How to Scrape Amazon Product Data with Python

A step-by-step guide to scraping Amazon product data including prices, reviews, and ratings using Python and ScraperAPI.

Amazon is one of the most commonly scraped websites for product data, pricing intelligence, and review analysis. However, it is also one of the most heavily protected. This guide shows you how to scrape Amazon reliably.

Why Scraping Amazon Is Hard

Amazon employs aggressive anti-bot measures including:

CAPTCHA challenges on repeated requests
IP-based rate limiting and blocking
Dynamic HTML that changes frequently
Bot detection based on browser fingerprinting

The Recommended Approach: ScraperAPI

ScraperAPI has a dedicated Amazon structured data endpoint that handles all anti-bot measures and returns clean, parsed JSON data. This is the most reliable method.

import requests
import json

API_KEY = "YOUR_SCRAPERAPI_KEY"

# Method 1: Structured data endpoint (recommended)
response = requests.get("https://api.scraperapi.com/structured/amazon/product", params={
    "api_key": API_KEY,
    "asin": "B09V3KXJPB",
    "country": "us"
})

product = response.json()
print(f"Name: {product['name']}")
print(f"Price: {product['pricing']}")
print(f"Rating: {product['rating']}")
print(f"Reviews: {product['total_reviews']}")
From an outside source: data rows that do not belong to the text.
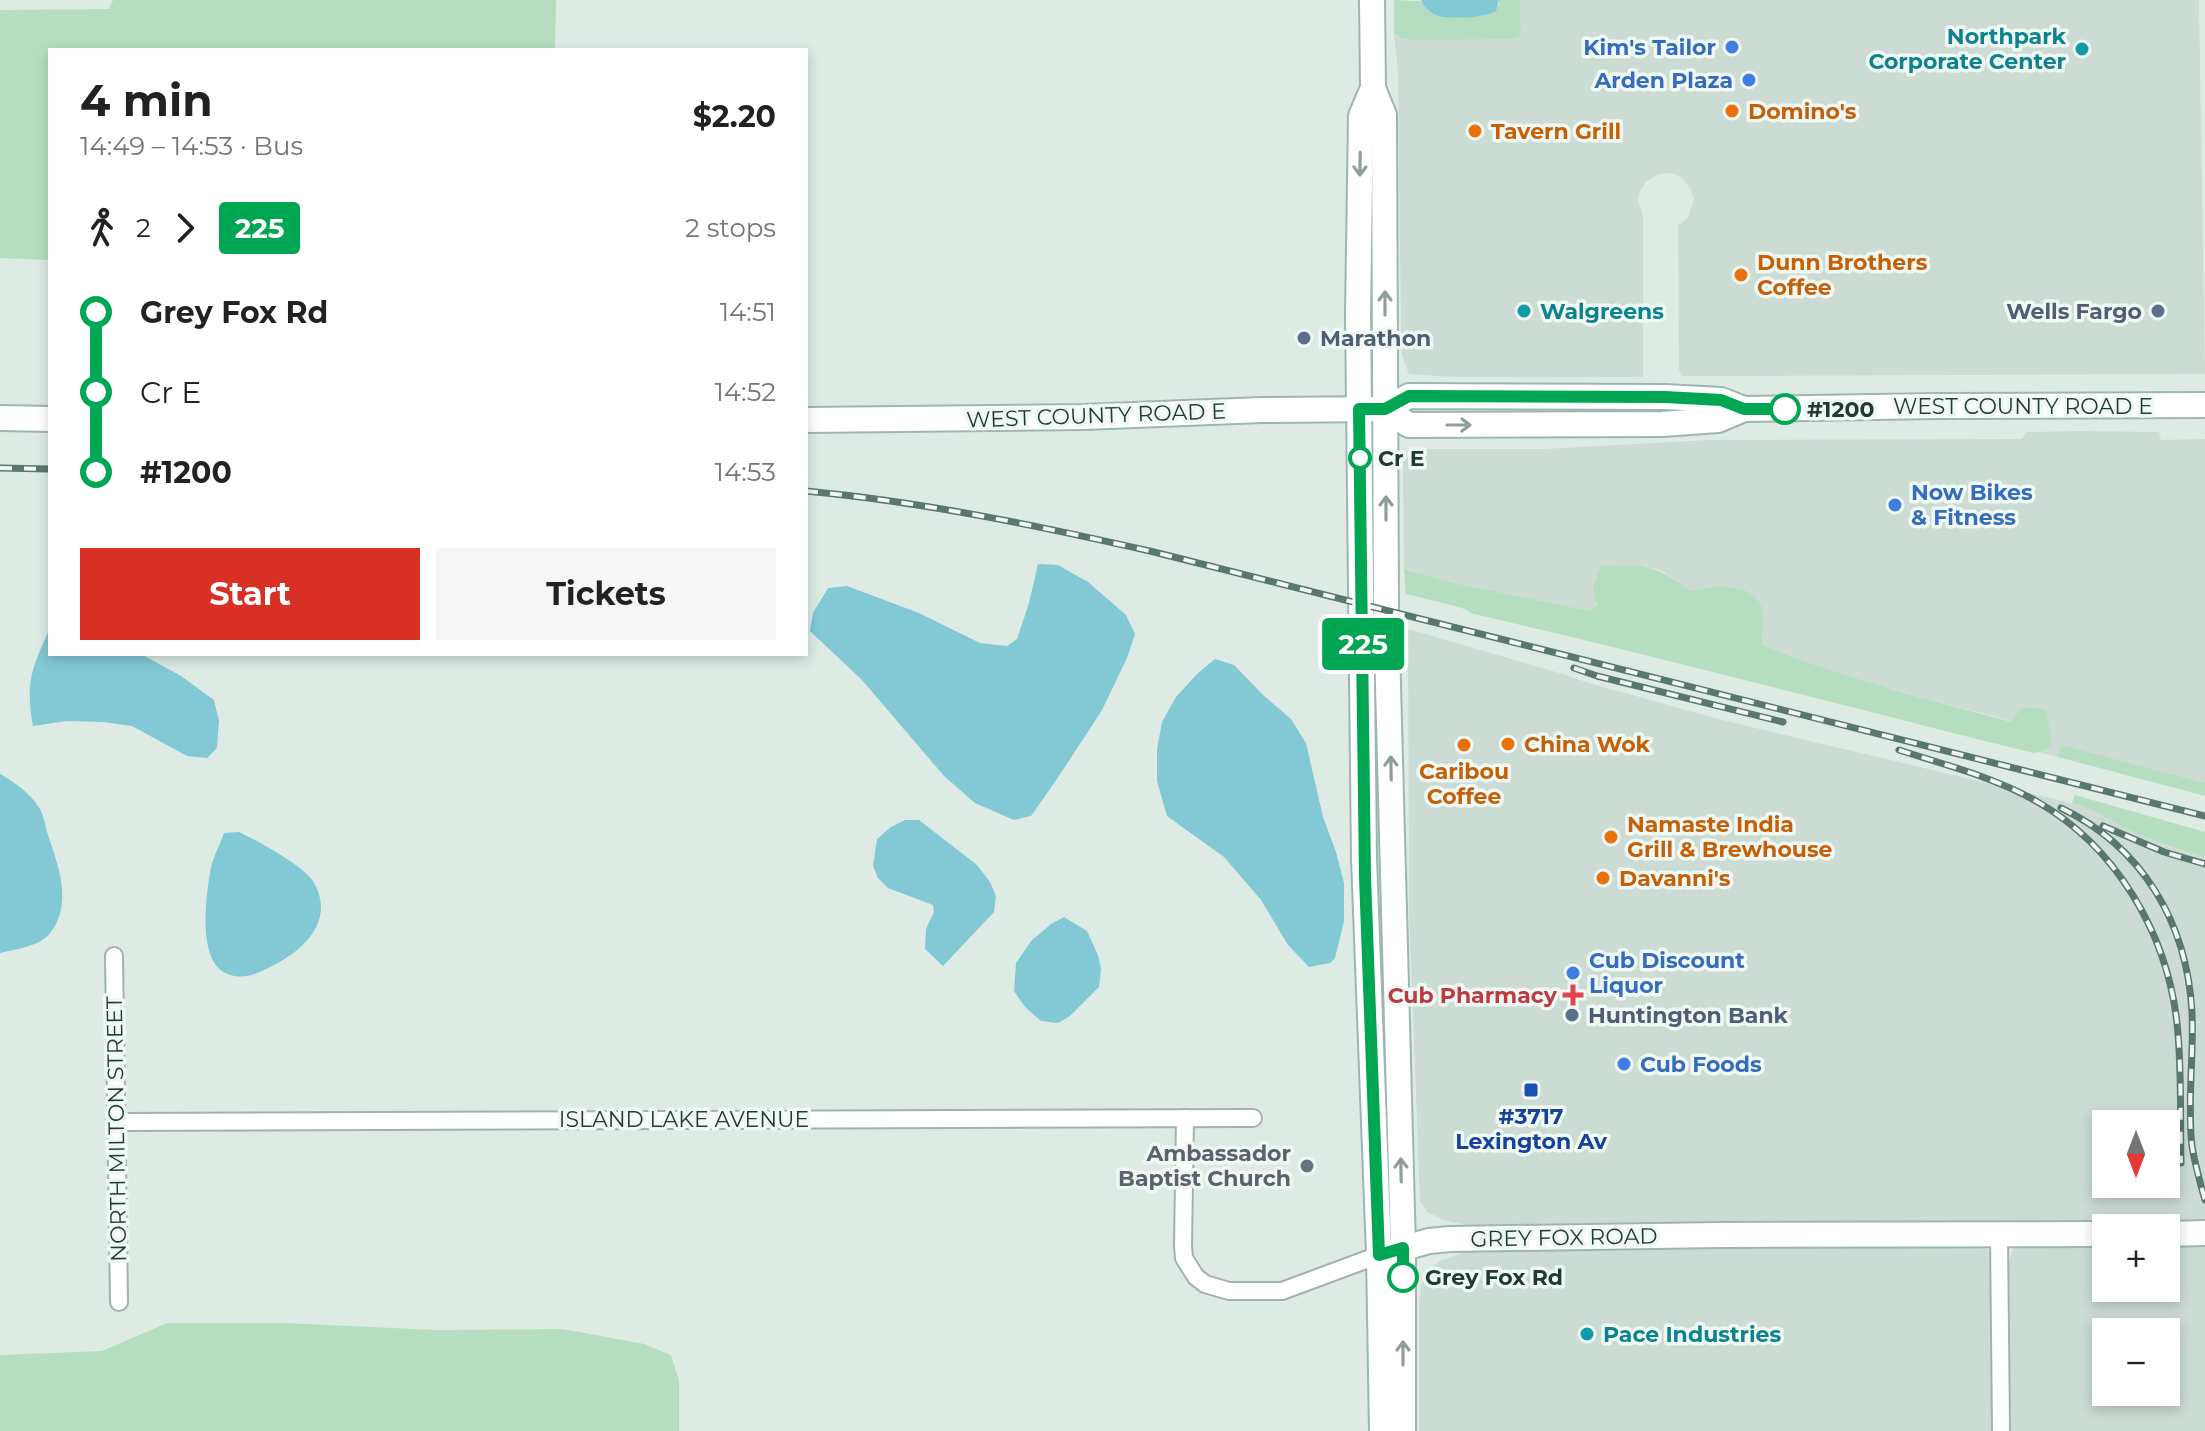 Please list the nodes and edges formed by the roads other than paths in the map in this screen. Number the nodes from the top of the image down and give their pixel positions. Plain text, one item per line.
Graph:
1 (1372, 0) edge
2 (1373, 88) junction
3 (2205, 405) edge
4 (1359, 409) junction
5 (1385, 409) junction
6 (0, 418) edge
7 (48, 419) edge
8 (808, 420) edge
9 (114, 956) dead end
10 (1185, 1118) junction
11 (1253, 1118) dead end
12 (115, 1122) junction
13 (2205, 1233) edge
14 (1999, 1234) junction
15 (2092, 1234) edge
16 (2180, 1234) edge
17 (1403, 1248) junction
18 (1379, 1255) junction
19 (119, 1302) dead end
20 (1382, 1431) edge
21 (1403, 1431) edge
22 (2001, 1431) edge

1 - 2 main road
2 -> 4 main road
5 -> 2 main road
3 - 5 main road, WEST COUNTY ROAD E
4 - 5 main road, WEST COUNTY ROAD E
4 - 8 main road, WEST COUNTY ROAD E
4 - 18 main road
17 -> 5 main road
6 - 7 main road
9 - 12 street, NORTH MILTON STREET
10 - 11 street, ISLAND LAKE AVENUE
10 - 12 street, ISLAND LAKE AVENUE
10 - 18 street, GREY FOX ROAD
12 - 19 street, NORTH MILTON STREET
13 - 16 main road
14 - 15 main road, GREY FOX ROAD
14 - 17 main road, GREY FOX ROAD
14 - 22 street
17 - 18 main road, GREY FOX ROAD
21 -> 17 main road
18 - 20 main road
Method 2: Raw HTML Scraping

If you need custom data extraction, you can scrape the raw HTML through ScraperAPI or ScrapingAnt:

import requests
from bs4 import BeautifulSoup

# Using ScraperAPI for proxy and anti-bot handling
response = requests.get("https://api.scraperapi.com", params={
    "api_key": "YOUR_SCRAPERAPI_KEY",
    "url": "https://www.amazon.com/dp/B09V3KXJPB",
    "render": "true"
})

soup = BeautifulSoup(response.text, "html.parser")
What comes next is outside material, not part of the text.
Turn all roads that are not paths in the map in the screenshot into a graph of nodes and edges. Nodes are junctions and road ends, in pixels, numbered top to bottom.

title = soup.select_one("#productTitle")
price = soup.select_one(".a-price .a-offscreen")
rating = soup.select_one("#acrPopover")

if title:
    print(f"Title: {title.text.strip()}")
if price:
    print(f"Price: {price.text.strip()}")
if rating:
    print(f"Rating: {rating.get('title', 'N/A')}")

Scraping Multiple Products

For scraping product listings from search results or category pages:

import requests
from bs4 import BeautifulSoup

API_KEY = "YOUR_SCRAPERAPI_KEY"

def scrape_amazon_search(keyword, pages=3):
    all_products = []

    for page in range(1, pages + 1):
        url = f"https://www.amazon.com/s?k={keyword}&page={page}"
        response = requests.get("https://api.scraperapi.com", params={
            "api_key": API_KEY,
            "url": url,
            "render": "true"
        })

        soup = BeautifulSoup(response.text, "html.parser")
        results = soup.select('[data-component-type="s-search-result"]')

        for result in results:
            name_el = result.select_one("h2 a span")
            price_el = result.select_one(".a-price .a-offscreen")

            if name_el:
                all_products.append({
                    "name": name_el.text.strip(),
                    "price": price_el.text.strip() if price_el else "N/A"
                })

    return all_products

products = scrape_amazon_search("wireless headphones")
for p in products:
    print(f"{p['name']} - {p['price']}")

Legal Considerations

Amazon's Terms of Service restrict automated data collection. Use scraped data responsibly, respect rate limits, and consider whether Amazon's official Product Advertising API meets your needs before scraping.

Verdict

For reliable Amazon scraping, ScraperAPI's structured data endpoint is the easiest and most reliable option. ScrapingAnt is a solid alternative for raw HTML scraping with headless Chrome rendering. Avoid scraping Amazon without proxy protection, you will be blocked quickly.